Lines below that include "dead" are the answer; copy each one.

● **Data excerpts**
◇ ◇ ◇ ◇ ◇ ◇ ◇
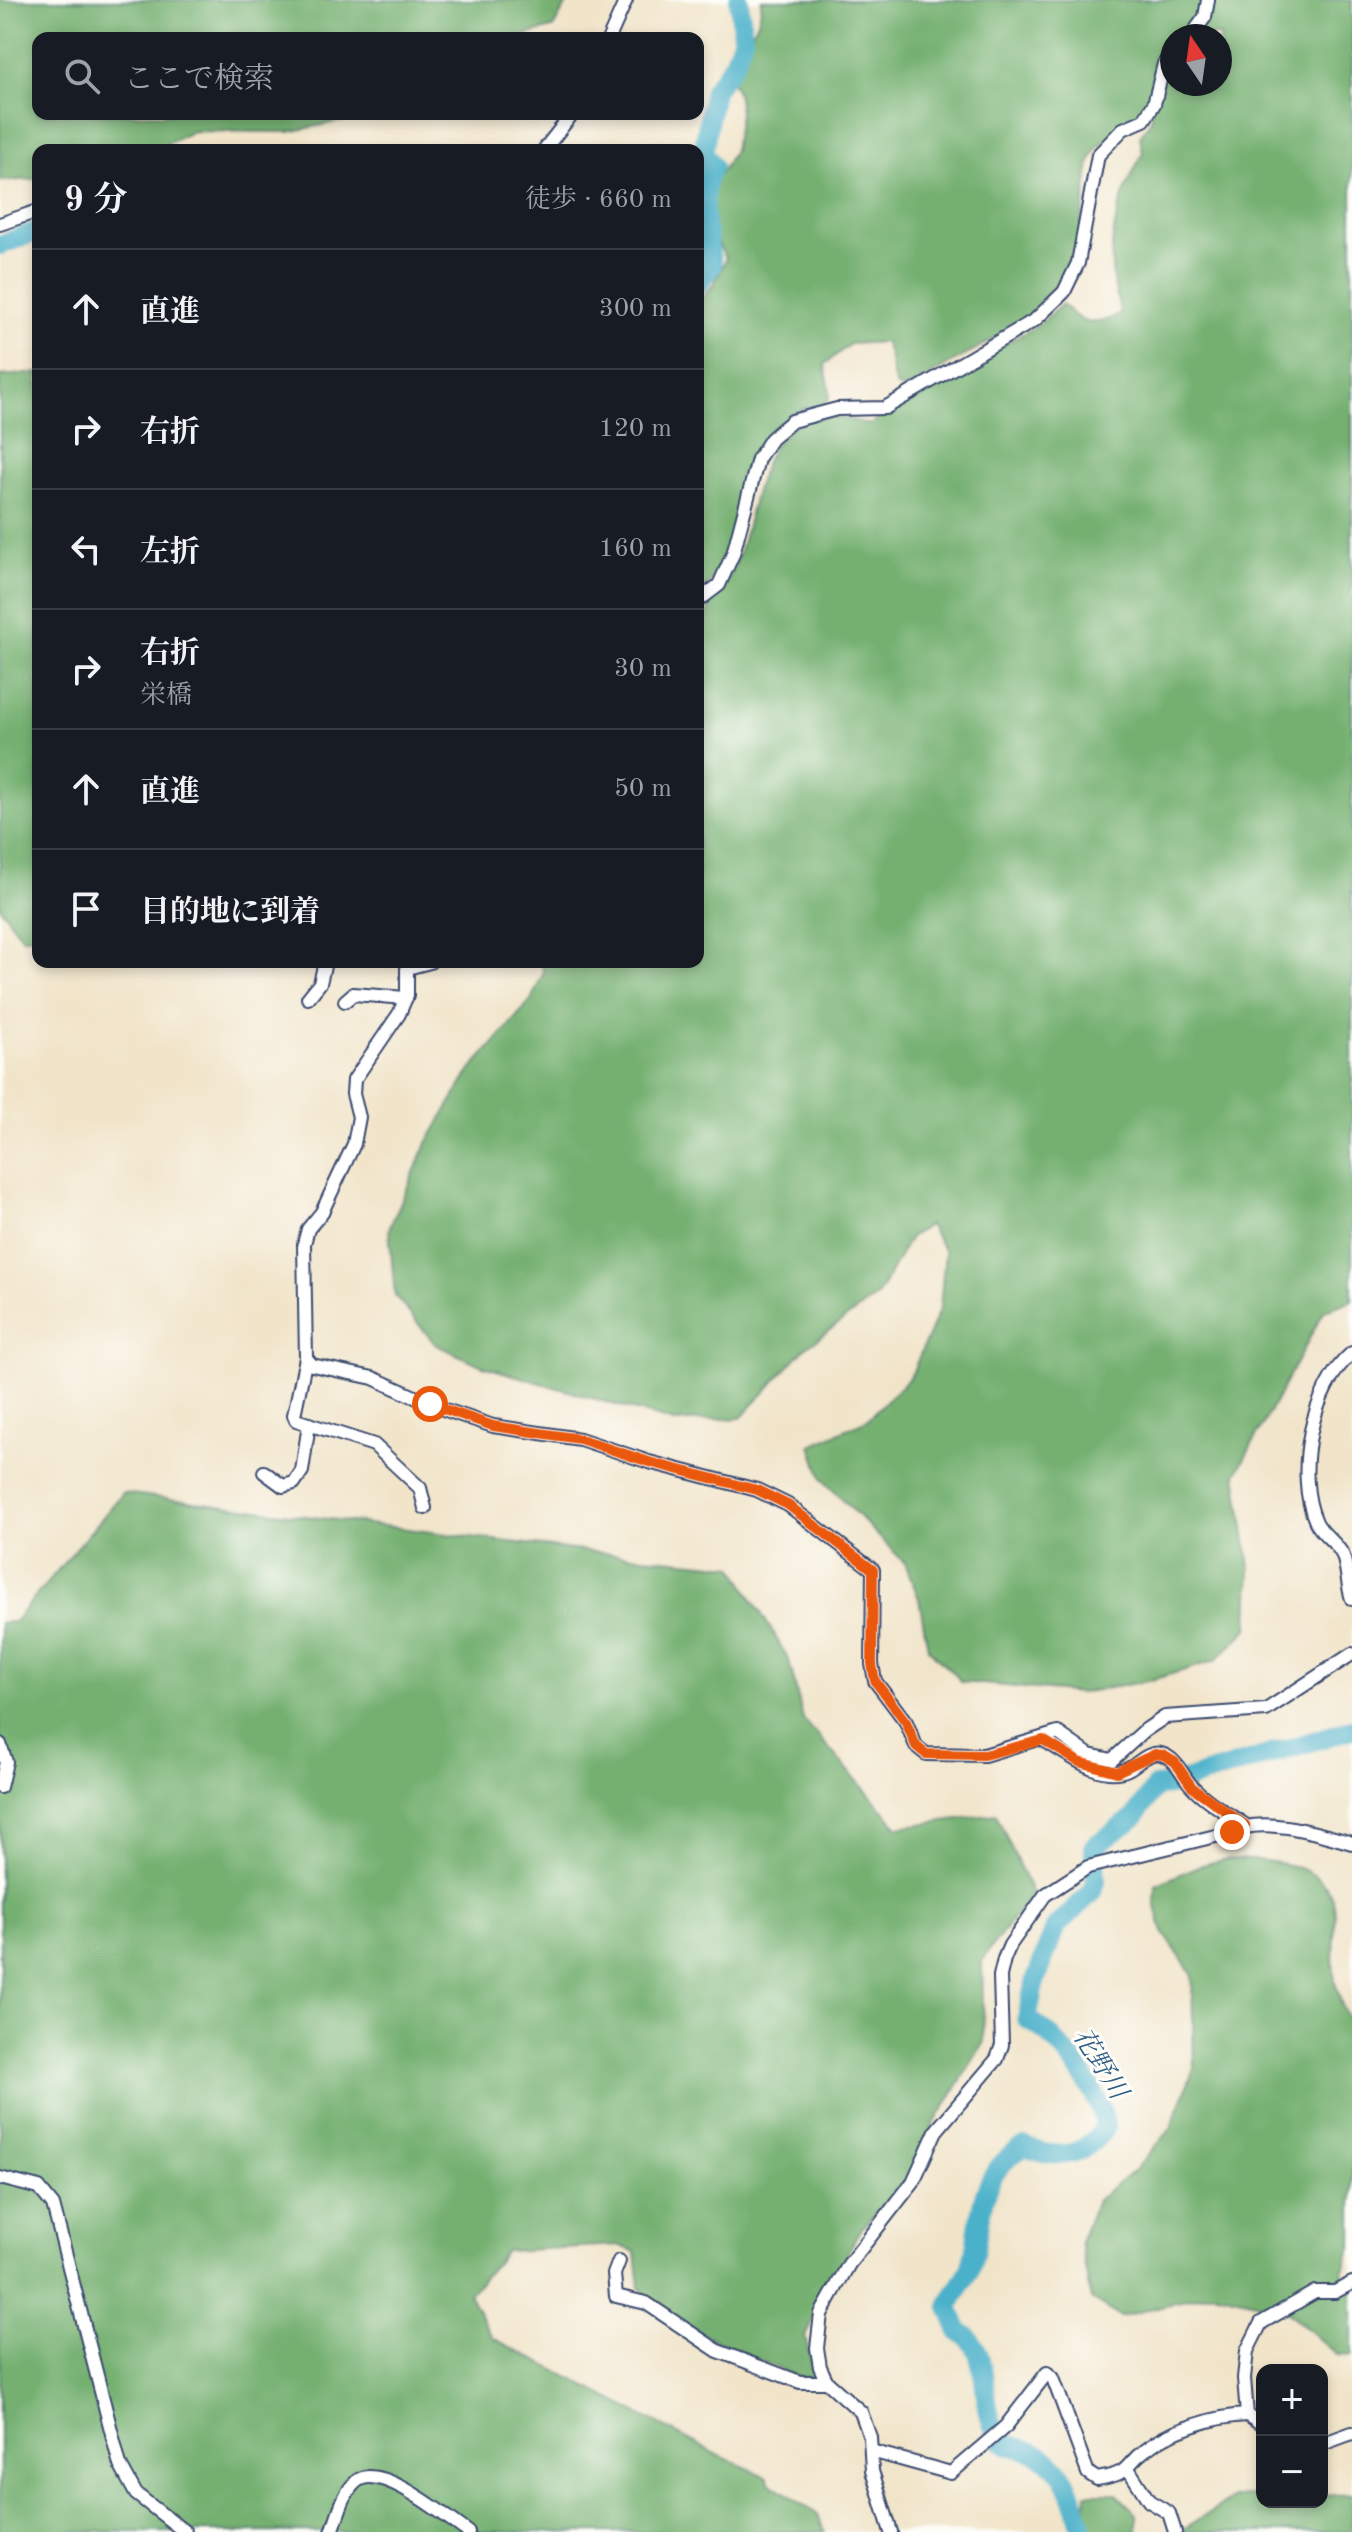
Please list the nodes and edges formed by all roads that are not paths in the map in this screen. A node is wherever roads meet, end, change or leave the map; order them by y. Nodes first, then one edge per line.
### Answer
1 (626, 0) edge
2 (1208, 0) edge
3 (1200, 24) edge
4 (612, 32) edge
5 (1160, 80) edge
6 (568, 120) edge
7 (550, 144) edge
8 (32, 213) edge
9 (0, 224) edge
10 (704, 596) edge
11 (324, 968) edge
12 (404, 968) edge
13 (308, 998) dead end
14 (406, 998) junction
15 (345, 1001) dead end
16 (1352, 1353) edge
17 (306, 1358) junction
18 (309, 1424) junction
19 (264, 1472) dead end
20 (425, 1508) dead end
21 (1352, 1599) edge
22 (1352, 1654) edge
23 (1043, 1740) junction
24 (0, 1744) edge
25 (0, 1787) edge
26 (1245, 1825) junction
27 (1352, 1843) edge
28 (0, 2178) edge
29 (619, 2261) dead end
30 (1352, 2283) edge
31 (827, 2382) junction
32 (1247, 2415) junction
33 (1256, 2421) edge
34 (1352, 2433) edge
35 (1328, 2442) edge
36 (871, 2451) junction
37 (1129, 2470) junction
38 (185, 2532) edge
39 (332, 2532) edge
40 (468, 2532) edge
41 (891, 2532) edge
42 (1175, 2532) edge

1 - 4 street
2 - 3 street
5 - 10 street
6 - 7 street
8 - 9 street
11 - 13 street
12 - 14 street
14 - 15 street
14 - 17 street
16 - 21 street
17 - 18 street
17 - 23 street
18 - 19 street
18 - 20 street
22 - 23 street
23 - 26 street
24 - 25 street
26 - 27 street
26 - 31 street
28 - 38 street
29 - 31 street
30 - 32 street
31 - 36 street
32 - 33 street
32 - 37 street
34 - 35 street
36 - 37 street
36 - 41 street
37 - 42 street
39 - 40 street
◇ ◇ ◇ ◇ ◇ ◇ ◇
● **Answer space**
13 (308, 998) dead end
15 (345, 1001) dead end
19 (264, 1472) dead end
20 (425, 1508) dead end
29 (619, 2261) dead end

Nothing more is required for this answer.